Sunday, June 24, 2012

Abe Lincoln: Vampire Hunter - an Abe-omination


First, a few things: I went into this movie in probably a bad mood, and I had read the book. I liked the book – it wasn’t great, but it was a cool concept and I thought the author, Seth Grahame-Smith, did a good job.

The book was written like Abe Lincoln really was a vampire. G-S tried to take existing journal entries and letters from Lincoln and add in vampire things and made it sound realistic. The vampires that existed in the novels were NOT adverse to silver, they COULD be seen in mirrors and they could harm each other. Aside from the whole moving really fast, being really strong, not totally loving sun and needing to drink human blood (and immortality), vampires are just like us. This a concept that he carried out well.
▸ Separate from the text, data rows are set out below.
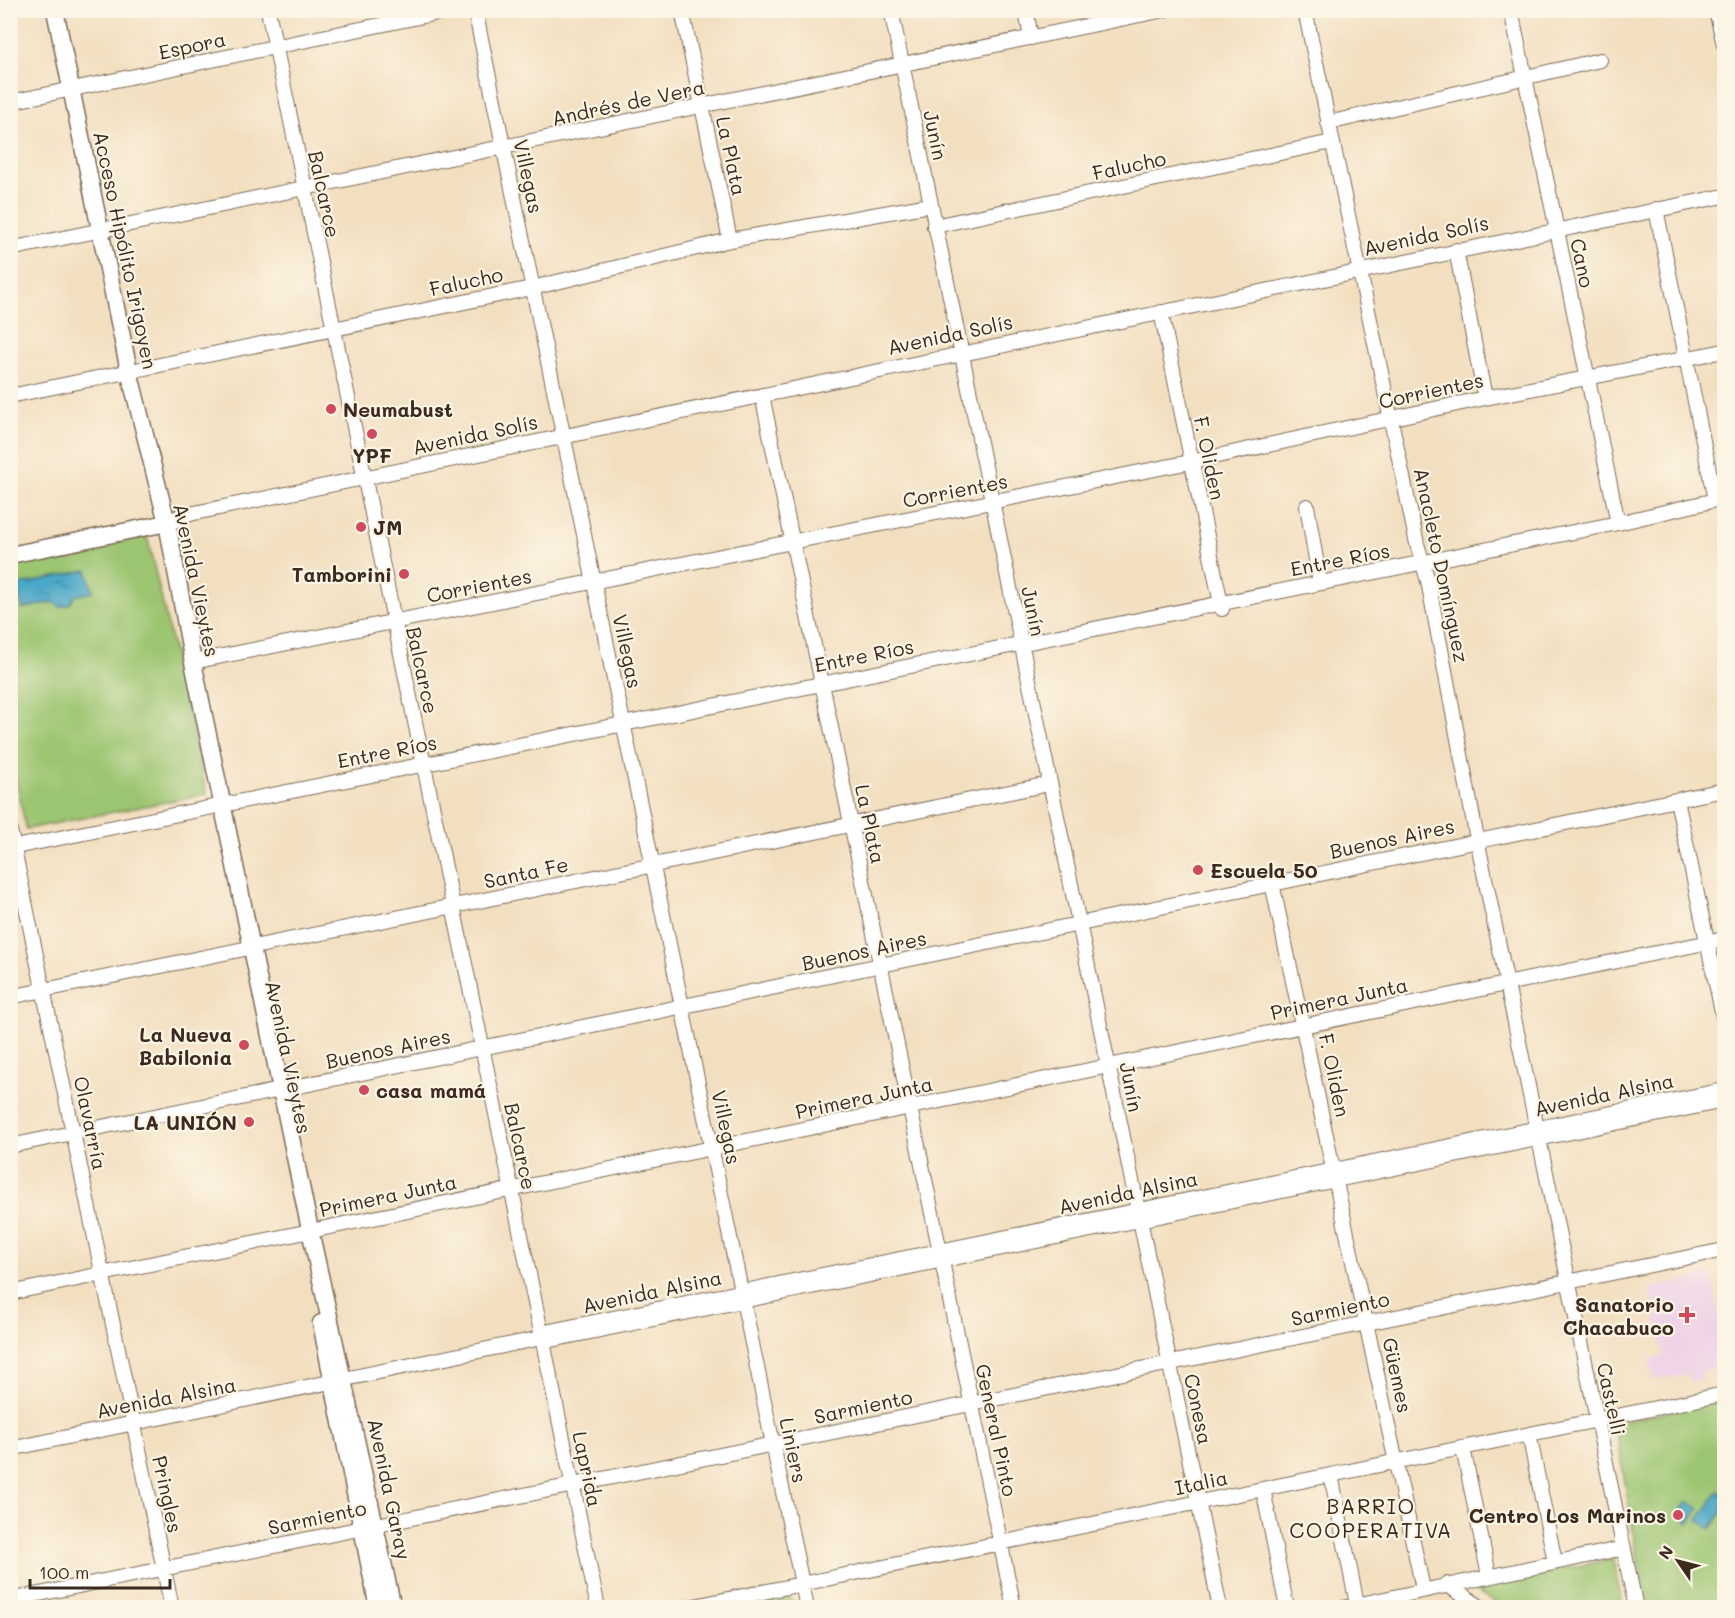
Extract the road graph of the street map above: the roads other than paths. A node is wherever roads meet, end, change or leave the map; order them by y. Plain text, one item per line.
1 (55, 10) edge
2 (268, 10) edge
3 (452, 10) edge
4 (475, 10) edge
5 (682, 10) edge
6 (891, 10) edge
7 (1026, 10) edge
8 (1305, 10) edge
9 (1511, 10) edge
10 (1716, 10) edge
11 (1161, 11) edge
12 (1031, 38) junction
13 (1725, 45) edge
14 (275, 47) junction
15 (1600, 60) dead end
16 (901, 65) junction
17 (1525, 77) junction
18 (71, 90) junction
19 (10, 102) edge
20 (702, 106) junction
21 (1328, 123) junction
22 (1332, 142) junction
23 (503, 147) junction
24 (304, 189) junction
25 (1725, 196) edge
26 (930, 205) junction
27 (1656, 209) junction
28 (934, 225) junction
29 (1556, 230) junction
30 (100, 231) junction
31 (730, 240) junction
32 (10, 249) edge
33 (1456, 250) junction
34 (1359, 270) junction
35 (532, 288) junction
36 (1161, 312) junction
37 (333, 329) junction
38 (1725, 351) edge
39 (961, 354) junction
40 (1687, 359) junction
41 (129, 371) junction
42 (1587, 378) junction
43 (762, 395) junction
44 (10, 396) edge
45 (1485, 398) junction
46 (1390, 419) junction
47 (563, 437) junction
48 (1190, 462) junction
49 (364, 479) junction
50 (158, 497) joint
51 (1720, 499) edge
52 (991, 502) junction
53 (1307, 506) dead end
54 (185, 515) joint
55 (161, 520) junction
56 (1618, 523) junction
57 (793, 542) junction
58 (10, 544) edge
59 (10, 555) edge
60 (1422, 562) junction
61 (594, 582) junction
62 (1320, 583) junction
63 (1222, 607) junction
64 (394, 622) junction
65 (1020, 643) junction
66 (193, 662) junction
67 (822, 683) junction
68 (623, 723) junction
69 (423, 764) junction
70 (1049, 784) junction
71 (1725, 790) edge
72 (1677, 800) junction
73 (220, 804) junction
74 (851, 825) junction
75 (10, 830) edge
76 (1477, 839) junction
77 (12, 848) edge
78 (653, 866) junction
79 (1272, 883) junction
80 (452, 907) junction
81 (1080, 925) junction
82 (1725, 939) edge
83 (1707, 942) junction
84 (248, 948) junction
85 (881, 966) junction
86 (1507, 984) junction
87 (44, 991) junction
88 (10, 998) edge
89 (682, 1007) junction
90 (1725, 1021) edge
91 (1305, 1025) junction
92 (481, 1048) junction
93 (1108, 1066) junction
94 (279, 1090) junction
95 (1725, 1090) edge
96 (1725, 1101) edge
97 (910, 1107) junction
98 (74, 1133) junction
99 (1538, 1133) junction
100 (10, 1146) edge
101 (711, 1148) junction
102 (1336, 1174) junction
103 (510, 1190) junction
104 (1138, 1215) junction
105 (306, 1231) junction
106 (1725, 1250) edge
107 (941, 1256) junction
108 (103, 1274) junction
109 (1568, 1282) junction
110 (10, 1293) edge
111 (742, 1296) junction
112 (1367, 1323) junction
113 (541, 1338) junction
114 (1169, 1363) junction
115 (339, 1382) junction
116 (1725, 1394) edge
117 (972, 1403) junction
118 (1596, 1421) junction
119 (134, 1424) junction
120 (1529, 1434) junction
121 (773, 1444) junction
122 (1463, 1448) junction
123 (10, 1449) edge
124 (1396, 1462) junction
125 (1331, 1475) junction
126 (572, 1485) junction
127 (1263, 1489) junction
128 (1198, 1503) junction
129 (369, 1526) junction
130 (1001, 1543) junction
131 (1624, 1548) junction
132 (1555, 1562) junction
133 (164, 1569) junction
134 (1489, 1576) junction
135 (802, 1584) junction
136 (1446, 1584) junction
137 (1423, 1589) junction
138 (10, 1600) edge
139 (1357, 1604) junction
140 (172, 1608) edge
141 (378, 1608) edge
142 (393, 1608) edge
143 (598, 1608) edge
144 (685, 1608) edge
145 (807, 1608) edge
146 (1014, 1608) edge
147 (1220, 1608) edge
148 (1287, 1608) edge
149 (1342, 1608) edge
150 (1482, 1608) edge
151 (1636, 1608) edge

1 - 18 main road, Acceso Hipólito Irigoyen
2 - 14 street, Balcarce
3 - 14 street, Espora
4 - 23 street, Villegas
5 - 20 street, La Plata
6 - 16 street, Junín
7 - 12 street
8 - 21 street, Anacleto Domínguez
9 - 17 street, Cano
10 - 13 street
11 - 12 street, Andrés de Vera
12 - 16 street, Andrés de Vera
14 - 18 street, Espora
14 - 24 street, Balcarce
15 - 17 street
16 - 20 street, Andrés de Vera
16 - 26 street, Junín
17 - 21 street
17 - 29 street, Cano
18 - 19 street, Espora
18 - 30 main road, Acceso Hipólito Irigoyen
20 - 23 street, Andrés de Vera
20 - 31 street, La Plata
21 - 22 street, Anacleto Domínguez
22 - 28 street, Falucho
22 - 34 street, Anacleto Domínguez
23 - 24 street, Andrés de Vera
23 - 35 street, Villegas
24 - 30 street, Andrés de Vera
24 - 37 street, Balcarce
25 - 27 street, Avenida Solís
26 - 28 street, Junín
26 - 31 street, Falucho
27 - 29 street, Avenida Solís
27 - 40 street
28 - 39 street, Junín
29 - 33 street, Avenida Solís
29 - 42 street, Cano
30 - 32 street, Andrés de Vera
30 - 41 main road, Acceso Hipólito Irigoyen
31 - 35 street, Falucho
33 - 34 street, Avenida Solís
33 - 45 street
34 - 36 street, Avenida Solís
34 - 46 street, Anacleto Domínguez
35 - 37 street, Falucho
35 - 47 street, Villegas
36 - 39 street, Avenida Solís
36 - 48 street, F. Oliden
37 - 41 street, Falucho
37 - 49 street, Balcarce
38 - 40 street, Corrientes
39 - 43 street, Avenida Solís
39 - 52 street, Junín
40 - 42 street, Corrientes
40 - 51 street
41 - 44 street, Falucho
41 - 50 main road, Acceso Hipólito Irigoyen
42 - 45 street, Corrientes
42 - 56 street, Cano
43 - 47 street, Avenida Solís
43 - 57 street, La Plata
45 - 46 street, Corrientes
46 - 48 street, Corrientes
46 - 60 street, Anacleto Domínguez
47 - 49 street, Avenida Solís
47 - 61 street, Villegas
48 - 52 street, Corrientes
48 - 63 street, F. Oliden
49 - 54 street, Avenida Solís
49 - 64 street, Balcarce
50 - 55 main road, Avenida Vieytes
51 - 56 street, Entre Ríos
52 - 57 street, Corrientes
52 - 65 street, Junín
53 - 62 street
54 - 55 main road, Avenida Solís
55 - 58 main road, Avenida Solís
55 - 59 main road, Avenida Solís
55 - 66 main road, Avenida Vieytes
55 - 73 main road, Avenida Vieytes
56 - 60 street, Entre Ríos
57 - 61 street, Corrientes
57 - 67 street, La Plata
60 - 62 street, Entre Ríos
60 - 76 street, Anacleto Domínguez
61 - 64 street, Corrientes
61 - 68 street, Villegas
62 - 63 street, Entre Ríos
63 - 65 street, Entre Ríos
64 - 66 street, Corrientes
64 - 69 street, Balcarce
65 - 67 street, Entre Ríos
65 - 70 street, Junín
66 - 73 main road, Avenida Vieytes
67 - 68 street, Entre Ríos
67 - 74 street, La Plata
68 - 69 street, Entre Ríos
68 - 78 street, Villegas
69 - 73 street, Entre Ríos
69 - 80 street, Balcarce
70 - 74 street, Santa Fe
70 - 81 street, Junín
71 - 72 street, Buenos Aires
72 - 76 street, Buenos Aires
72 - 83 street
73 - 77 street, Entre Ríos
73 - 84 main road, Avenida Vieytes
74 - 78 street, Santa Fe
74 - 85 street, La Plata
75 - 77 street, Olavarría
76 - 79 street, Buenos Aires
76 - 86 street, Anacleto Domínguez
77 - 87 street, Olavarría
78 - 80 street, Santa Fe
78 - 89 street, Villegas
79 - 81 street, Buenos Aires
79 - 91 street, F. Oliden
80 - 84 street, Santa Fe
80 - 92 street, Balcarce
81 - 85 street, Buenos Aires
81 - 93 street, Junín
82 - 83 street, Primera Junta
83 - 86 street, Primera Junta
83 - 90 street
84 - 87 street, Santa Fe
84 - 94 main road, Avenida Vieytes
85 - 89 street, Buenos Aires
85 - 97 street, La Plata
86 - 91 street, Primera Junta
86 - 99 street, Anacleto Domínguez
87 - 88 street, Santa Fe
87 - 98 street, Olavarría
89 - 92 street, Buenos Aires
89 - 101 street, Villegas
91 - 93 street, Primera Junta
91 - 102 street, F. Oliden
92 - 94 street, Buenos Aires
92 - 103 street, Balcarce
93 - 97 street, Primera Junta
93 - 104 street, Junín
94 - 98 street, Buenos Aires
94 - 105 main road, Avenida Vieytes
95 - 99 street, Avenida Alsina
96 - 99 street, Avenida Alsina
97 - 101 street, Primera Junta
97 - 107 street, La Plata
98 - 100 street, Buenos Aires
98 - 108 street, Olavarría
99 - 102 street, Avenida Alsina
99 - 109 street, Castelli
101 - 103 street, Primera Junta
101 - 111 street, Villegas
102 - 104 street, Avenida Alsina
102 - 112 street, Güemes
103 - 105 street, Primera Junta
103 - 113 street, Balcarce
104 - 107 street, Avenida Alsina
104 - 114 street, Conesa
105 - 108 street, Primera Junta
105 - 115 main road, Avenida Vieytes
106 - 109 street, Sarmiento
107 - 111 street, Avenida Alsina
107 - 117 street, General Pinto
108 - 110 street, Primera Junta
108 - 119 street, Olavarría
109 - 112 street, Sarmiento
109 - 118 street, Castelli
111 - 113 street, Avenida Alsina
111 - 121 street, Liniers
112 - 114 street, Sarmiento
112 - 124 street, Güemes
113 - 115 street, Avenida Alsina
113 - 126 street, Laprida
114 - 117 street, Sarmiento
114 - 128 street, Conesa
115 - 119 street, Avenida Alsina
115 - 129 main road, Avenida Garay
116 - 118 street, Italia
117 - 121 street, Sarmiento
117 - 130 street, General Pinto
118 - 120 street, Italia
118 - 131 street, Castelli
119 - 123 street, Avenida Alsina
119 - 133 street, Pringles
120 - 122 street, Italia
120 - 132 street
121 - 126 street, Sarmiento
121 - 135 street, Liniers
122 - 124 street, Italia
122 - 134 street
124 - 125 street, Italia
124 - 137 street, Güemes
125 - 127 street, Italia
125 - 139 street
126 - 129 street, Sarmiento
126 - 143 street, Laprida
127 - 128 street, Italia
127 - 148 street
128 - 130 street, Italia
128 - 147 street, Conesa
129 - 133 street, Sarmiento
129 - 141 main road, Avenida Garay
129 - 142 main road, Avenida Garay
130 - 135 street, Italia
130 - 146 street, General Pinto
131 - 132 street
131 - 151 street, Castelli
132 - 134 street
133 - 138 street, Sarmiento
133 - 140 street, Pringles
134 - 136 street
135 - 144 street, Italia
135 - 145 street, Liniers
136 - 137 street
136 - 150 street
137 - 139 street
139 - 149 street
The movie was totally different from the book. It was written to appeal to a mass audience. I guess I get that. Like, you can’t spend a third of the movie on Lincoln’s childhood (like the book), that stuff is boring! You need to narrow it down to his hunting days and other super exciting things like the battle of Gettysburg.
So when I watched AL:VH the movie, I was pretty upset. Like, I really did not like it at all, and I think it was because I had read the book. The concept is still crazy, but I don’t feel like they carried it out well at all. The decisions that were made to make it appeal to a mass audience I thought threw off everything: the pacing, the plot, the realism and everything that held the book together.
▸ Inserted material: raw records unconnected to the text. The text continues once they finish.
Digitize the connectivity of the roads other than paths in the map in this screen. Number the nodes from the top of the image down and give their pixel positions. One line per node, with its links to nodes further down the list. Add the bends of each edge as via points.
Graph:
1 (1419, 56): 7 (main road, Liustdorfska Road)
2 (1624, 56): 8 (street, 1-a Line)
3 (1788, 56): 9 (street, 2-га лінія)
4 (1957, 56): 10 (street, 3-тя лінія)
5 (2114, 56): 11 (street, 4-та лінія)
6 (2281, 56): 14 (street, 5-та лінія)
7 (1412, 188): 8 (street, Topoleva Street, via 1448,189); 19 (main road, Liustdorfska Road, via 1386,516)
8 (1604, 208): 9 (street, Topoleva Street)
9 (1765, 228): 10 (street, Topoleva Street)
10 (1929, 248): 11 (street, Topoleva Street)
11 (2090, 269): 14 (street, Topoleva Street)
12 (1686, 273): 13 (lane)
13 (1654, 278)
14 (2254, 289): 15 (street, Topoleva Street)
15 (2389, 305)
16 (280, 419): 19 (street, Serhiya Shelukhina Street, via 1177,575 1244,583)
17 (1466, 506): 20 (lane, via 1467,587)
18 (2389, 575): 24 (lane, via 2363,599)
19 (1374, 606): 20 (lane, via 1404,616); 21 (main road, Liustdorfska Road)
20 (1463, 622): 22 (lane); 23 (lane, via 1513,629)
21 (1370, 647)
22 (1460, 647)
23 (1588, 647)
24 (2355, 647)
I guess my biggest criticism is that the choices that they made to change the movie from the book didn’t make any sense to me. Let’s take the vampires needing to be harmed by silver. This did not happen in the book. They added it to, I guess, make vampires more relatable (?) to the public’s general idea of how vampires work--also, they probably added it so they could show the one “badass” scene where Lincoln pours silver on his axe and show it in the movie trailer 40,000x. But adding this makes everything else get thrown out of sync. Now the vampires can’t just die by regular bullets at Gettysburg, so they need a silver shipment. Now you have to come up with this crazy story about collecting all(!) the silver in D.C., smelting it, forging it into bullets, cannon balls, and bayonets, and then having the underground railroad carry it by hand 80 miles to Gettysburg all in one single day. You don’t need to make these kind of ridiculous plot decisions if you just stick to the story as it was written and leave silver out of everything. It only hurt the movie, and I can’t see them losing an audience if the vampires aren’t hurt by silver.

This sort of thing kept happening in the movie and all I could think was this wasn’t necessary! You had better material than this sitting right in front of you! They went out of their way to say that vampires couldn’t harm each other in the middle of the movie. But wait – in the beginning of the movie, Henry saves Lincoln by beating up Barts, and at the end of the movie, Henry and Adam get in a bloody fight! Why go away from the book to say that vampires can’t hurt each other and then just totally screw it up! You didn’t need to do that in the first place!

So my watching of the movie was really messed up by thinking about all these extra unnecessary decisions (also, a horse-jumping scene. Lolwut). Taking a step away from it and writing this post today, I think I should calm down a bit and come off my 0/5 stars stance. It was a “fun” movie with some good action scenes and a lot of dead vampires and axe-using. There wasn’t a good plot but I shouldn’t really expect one, it did what it was set out to do.

So if you’re going to see it, I’d recommend not reading the book. Or I’d recommend going and reading the book, and stopping there. Or I’m completely wrong.